DATA EXCERPTS below:

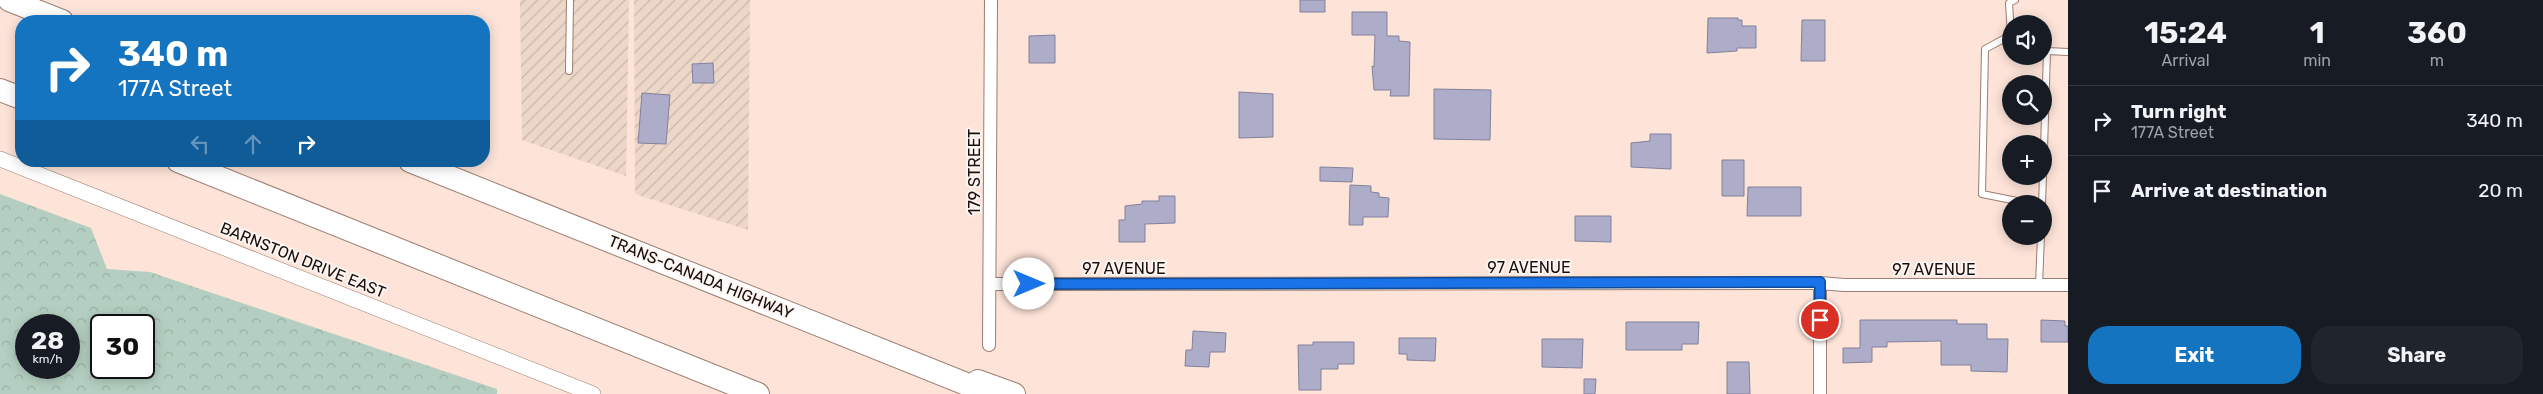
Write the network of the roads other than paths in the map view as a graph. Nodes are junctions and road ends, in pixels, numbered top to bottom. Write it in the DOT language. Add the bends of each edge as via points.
graph roads {
  1 [pos="9,0"];
  2 [pos="570,0"];
  3 [pos="991,0"];
  4 [pos="2014,0"];
  5 [pos="47,15"];
  6 [pos="2010,15"];
  7 [pos="2002,40"];
  8 [pos="2052,51"];
  9 [pos="2068,52"];
  10 [pos="2046,65"];
  11 [pos="570,71"];
  12 [pos="0,90"];
  13 [pos="15,96"];
  14 [pos="2044,135"];
  15 [pos="0,159"];
  16 [pos="15,165"];
  17 [pos="20,167"];
  18 [pos="193,167"];
  19 [pos="425,167"];
  20 [pos="2002,198"];
  21 [pos="2040,245"];
  22 [pos="1820,282"];
  23 [pos="990,284"];
  24 [pos="2039,285"];
  25 [pos="2068,286"];
  26 [pos="866,344"];
  27 [pos="990,345"];
  28 [pos="592,394"];
  29 [pos="758,394"];
  30 [pos="991,394"];
  31 [pos="1014,394"];
  32 [pos="1820,394"];
  1 -- 5 [label="highway"];
  2 -- 11 [label="lane"];
  3 -- 23 [label="street, 179 STREET"];
  4 -- 6 [label="lane" via="2009,3"];
  7 -- 20 [label="lane" via="1985,49 1982,194"];
  8 -- 9 [label="lane"];
  10 -- 14 [label="lane"];
  12 -- 13 [label="highway"];
  15 -- 16 [label="street, BARNSTON DRIVE EAST"];
  17 -- 28 [label="street, BARNSTON DRIVE EAST"];
  18 -- 29 [label="highway"];
  19 -- 26 [label="highway, TRANS-CANADA HIGHWAY"];
  21 -- 24 [label="lane"];
  22 -- 23 [label="street, 97 AVENUE"];
  22 -- 24 [label="street, 97 AVENUE" via="1844,285"];
  22 -- 32 [label="street"];
  23 -- 27 [label="street, 179 STREET"];
  24 -- 25 [label="street, 97 AVENUE"];
  26 -- 30 [label="highway, TRANS-CANADA HIGHWAY"];
  26 -- 31 [label="highway"];
}
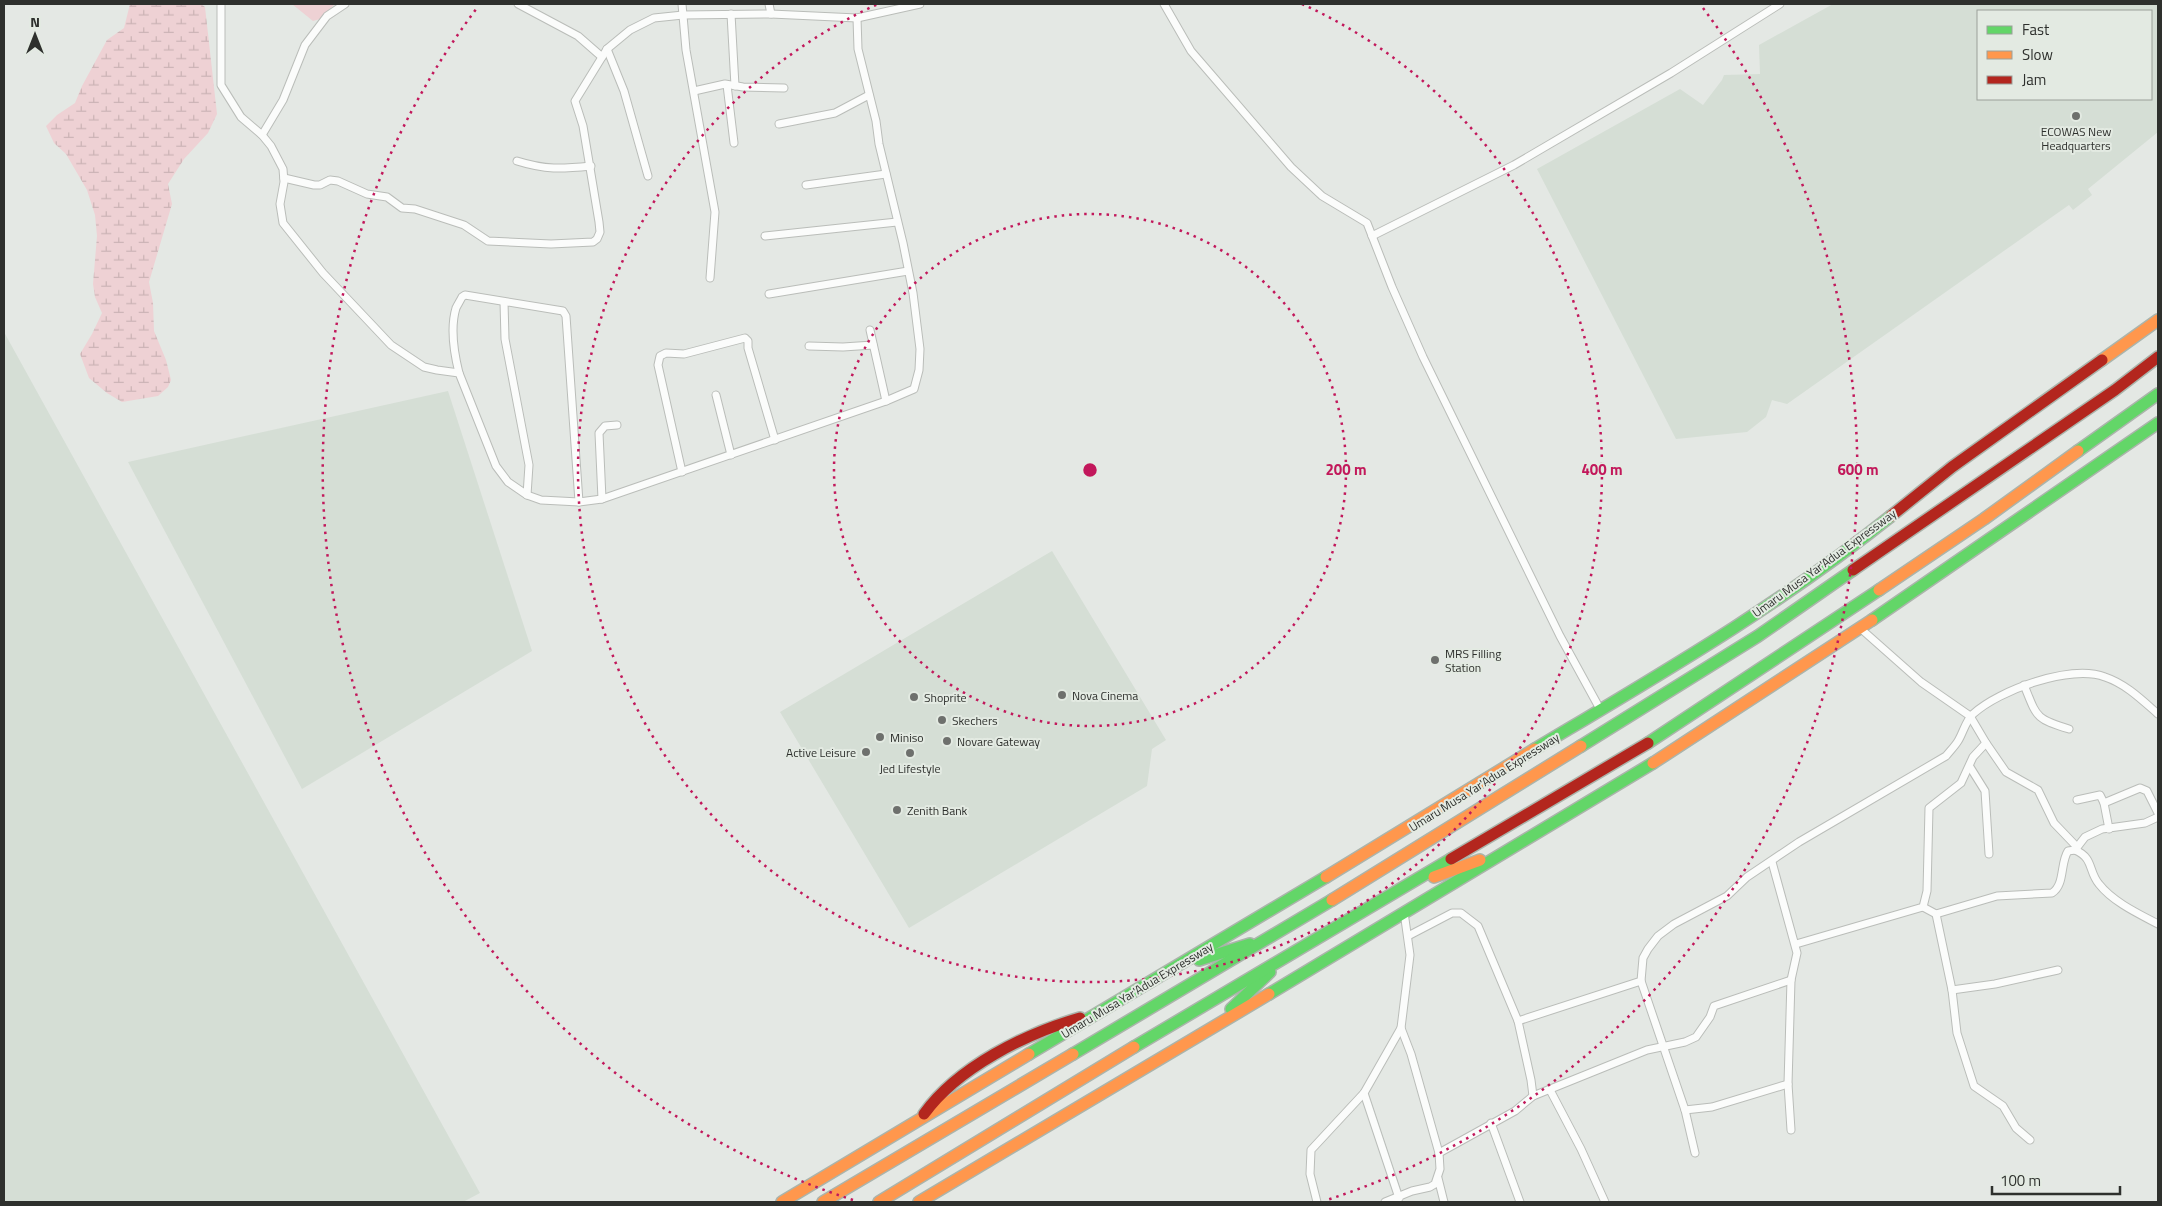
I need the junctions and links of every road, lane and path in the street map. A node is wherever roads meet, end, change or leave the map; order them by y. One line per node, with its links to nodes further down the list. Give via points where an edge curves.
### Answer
1 (221, 4): 21 (street, via 222,85 241,117)
2 (345, 4): 21 (street, via 327,16 306,45 283,100)
3 (518, 4): 14 (street, via 578,36)
4 (682, 4): 11 (street)
5 (769, 4): 10 (street)
6 (920, 4): 12 (street)
7 (1164, 4): 31 (street, via 1191,51 1291,167 1322,196 1367,223)
8 (1780, 4): 31 (street, via 1671,73 1514,165)
9 (731, 14): 10 (street); 11 (street); 16 (street)
10 (770, 14): 12 (street)
11 (683, 15): 13 (street, via 654,18 630,30); 18 (street)
12 (857, 18): 19 (street, via 858,49)
13 (608, 49): 14 (street); 26 (street, via 624,91)
14 (602, 57): 24 (street, via 575,101)
15 (727, 84): 16 (street); 18 (street); 22 (street)
16 (735, 86): 17 (street)
17 (784, 88)
18 (694, 92): 33 (street, via 715,212)
19 (869, 95): 20 (street, via 834,113); 25 (street)
20 (779, 124)
21 (262, 135): 27 (street, via 278,159)
22 (734, 143)
23 (517, 161): 24 (street, via 540,168)
24 (591, 166): 27 (street, via 600,232 597,239 586,243 488,241 464,225 402,208 387,198 367,194 338,181 314,185)
25 (886, 174): 28 (street); 29 (street)
26 (648, 176)
27 (284, 178): 41 (street, via 280,204 283,223 323,273 391,345 424,367)
28 (806, 185)
29 (897, 222): 30 (street); 32 (street)
30 (765, 236)
31 (1372, 236): 55 (street, via 1399,304 1458,429 1560,636)
32 (908, 271): 34 (street); 44 (street, via 920,349 919,370 914,389)
33 (710, 278)
34 (769, 294)
35 (504, 302): 41 (street, via 462,297 456,308 454,324 454,350); 50 (street, via 505,339 529,464); 52 (street, via 563,311 566,316)
36 (2158, 320): 55 (highway, Umaru Musa Yar'Adua Expressway, via 1952,467 1815,572 1706,647)
37 (870, 330): 38 (street)
38 (873, 345): 39 (street); 44 (street)
39 (809, 346)
40 (2158, 357): 70 (highway, Umaru Musa Yar'Adua Expressway, via 1758,636)
41 (459, 373): 50 (street, via 496,466 508,482)
42 (2158, 394): 72 (highway, via 1984,520 1669,731)
43 (716, 395): 48 (street)
44 (886, 401): 47 (street)
45 (2158, 422): 53 (highway)
46 (617, 425): 51 (street, via 605,426 599,433)
47 (775, 440): 48 (street); 49 (street, via 745,338 684,354 666,353 660,356 658,365)
48 (731, 455): 49 (street)
49 (682, 472): 51 (street)
50 (526, 495): 52 (street, via 541,500)
51 (602, 499): 52 (street)
52 (579, 502)
53 (1860, 628): 57 (street, via 1921,682); 68 (highway, via 1632,777)
54 (2024, 685): 56 (street, via 2046,679 2094,674 2136,694); 57 (street, via 1988,702); 58 (street, via 2039,717)
55 (1600, 709): 61 (highway, Umaru Musa Yar'Adua Expressway)
56 (2158, 714)
57 (1970, 716): 59 (street); 71 (street, via 1957,743 1946,756 1799,842)
58 (2069, 729)
59 (1986, 742): 60 (street, via 1973,757); 67 (street, via 2006,772 2038,790 2054,823)
60 (1970, 767): 69 (street, via 1985,790); 73 (street, via 1961,783 1929,808 1927,891)
61 (1469, 789): 70 (highway); 81 (highway, Umaru Musa Yar'Adua Expressway)
62 (2077, 800): 63 (street, via 2100,795)
63 (2104, 803): 64 (street, via 2142,788); 66 (street)
64 (2158, 813)
65 (2158, 817): 66 (street, via 2145,824)
66 (2109, 829): 67 (street, via 2085,837)
67 (2076, 849): 75 (street, via 2068,851 2064,858 2060,883 2052,892 1997,896); 76 (street, via 2090,861 2099,884)
68 (1509, 850): 72 (highway); 74 (highway)
69 (1990, 854)
70 (1401, 857): 78 (highway, Umaru Musa Yar'Adua Expressway)
71 (1772, 862): 79 (street); 84 (street, via 1747,877 1727,896 1658,936 1643,958)
72 (1403, 888): 80 (highway)
73 (1923, 907): 75 (street); 79 (street)
74 (1404, 912): 77 (street); 87 (highway)
75 (1936, 914): 85 (street)
76 (2158, 924)
77 (1408, 936): 86 (street, via 1452,913 1470,918 1478,926); 88 (street, via 1410,954)
78 (1272, 937): 81 (highway); 105 (highway, Umaru Musa Yar'Adua Expressway)
79 (1796, 944): 83 (street, via 1797,959)
80 (1287, 956): 87 (highway); 106 (highway)
81 (1178, 966): 101 (highway, Umaru Musa Yar'Adua Expressway)
82 (2058, 970): 85 (street)
83 (1791, 980): 89 (street, via 1714,1006 1696,1037); 90 (street)
84 (1641, 981): 86 (street); 89 (street)
85 (1952, 990): 97 (street, via 1957,1033 1974,1086 2003,1106 2016,1128)
86 (1518, 1022): 93 (street)
87 (1214, 1026): 107 (highway)
88 (1401, 1028): 92 (street); 98 (street, via 1412,1054)
89 (1663, 1048): 91 (street, via 1647,1050); 94 (street)
90 (1788, 1084): 94 (street, via 1712,1107); 96 (street)
91 (1550, 1090): 93 (street); 112 (street)
92 (1364, 1093): 102 (street); 108 (street, via 1311,1150 1310,1174)
93 (1533, 1096): 95 (street, via 1515,1111)
94 (1685, 1110): 99 (street)
95 (1491, 1123): 98 (street); 111 (street)
96 (1791, 1130)
97 (2030, 1140)
98 (1440, 1153): 100 (street)
99 (1695, 1153)
100 (1438, 1178): 102 (street, via 1430,1187); 110 (street)
101 (813, 1184): 103 (highway, Umaru Musa Yar'Adua Expressway); 104 (highway)
102 (1398, 1198): 109 (street)
103 (782, 1202)
104 (793, 1202)
105 (823, 1202)
106 (878, 1202)
107 (919, 1202)
108 (1318, 1202)
109 (1384, 1202)
110 (1444, 1202)
111 (1520, 1202)
112 (1605, 1202)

End of DATA EXCERPTS.

-- WHAT YOU HAVE TO DO --
Scan the records for the word "CANADA" and copy every line where it is found.

-- EXERCISE SOLUTION --
  19 -- 26 [label="highway, TRANS-CANADA HIGHWAY"];
  26 -- 30 [label="highway, TRANS-CANADA HIGHWAY"];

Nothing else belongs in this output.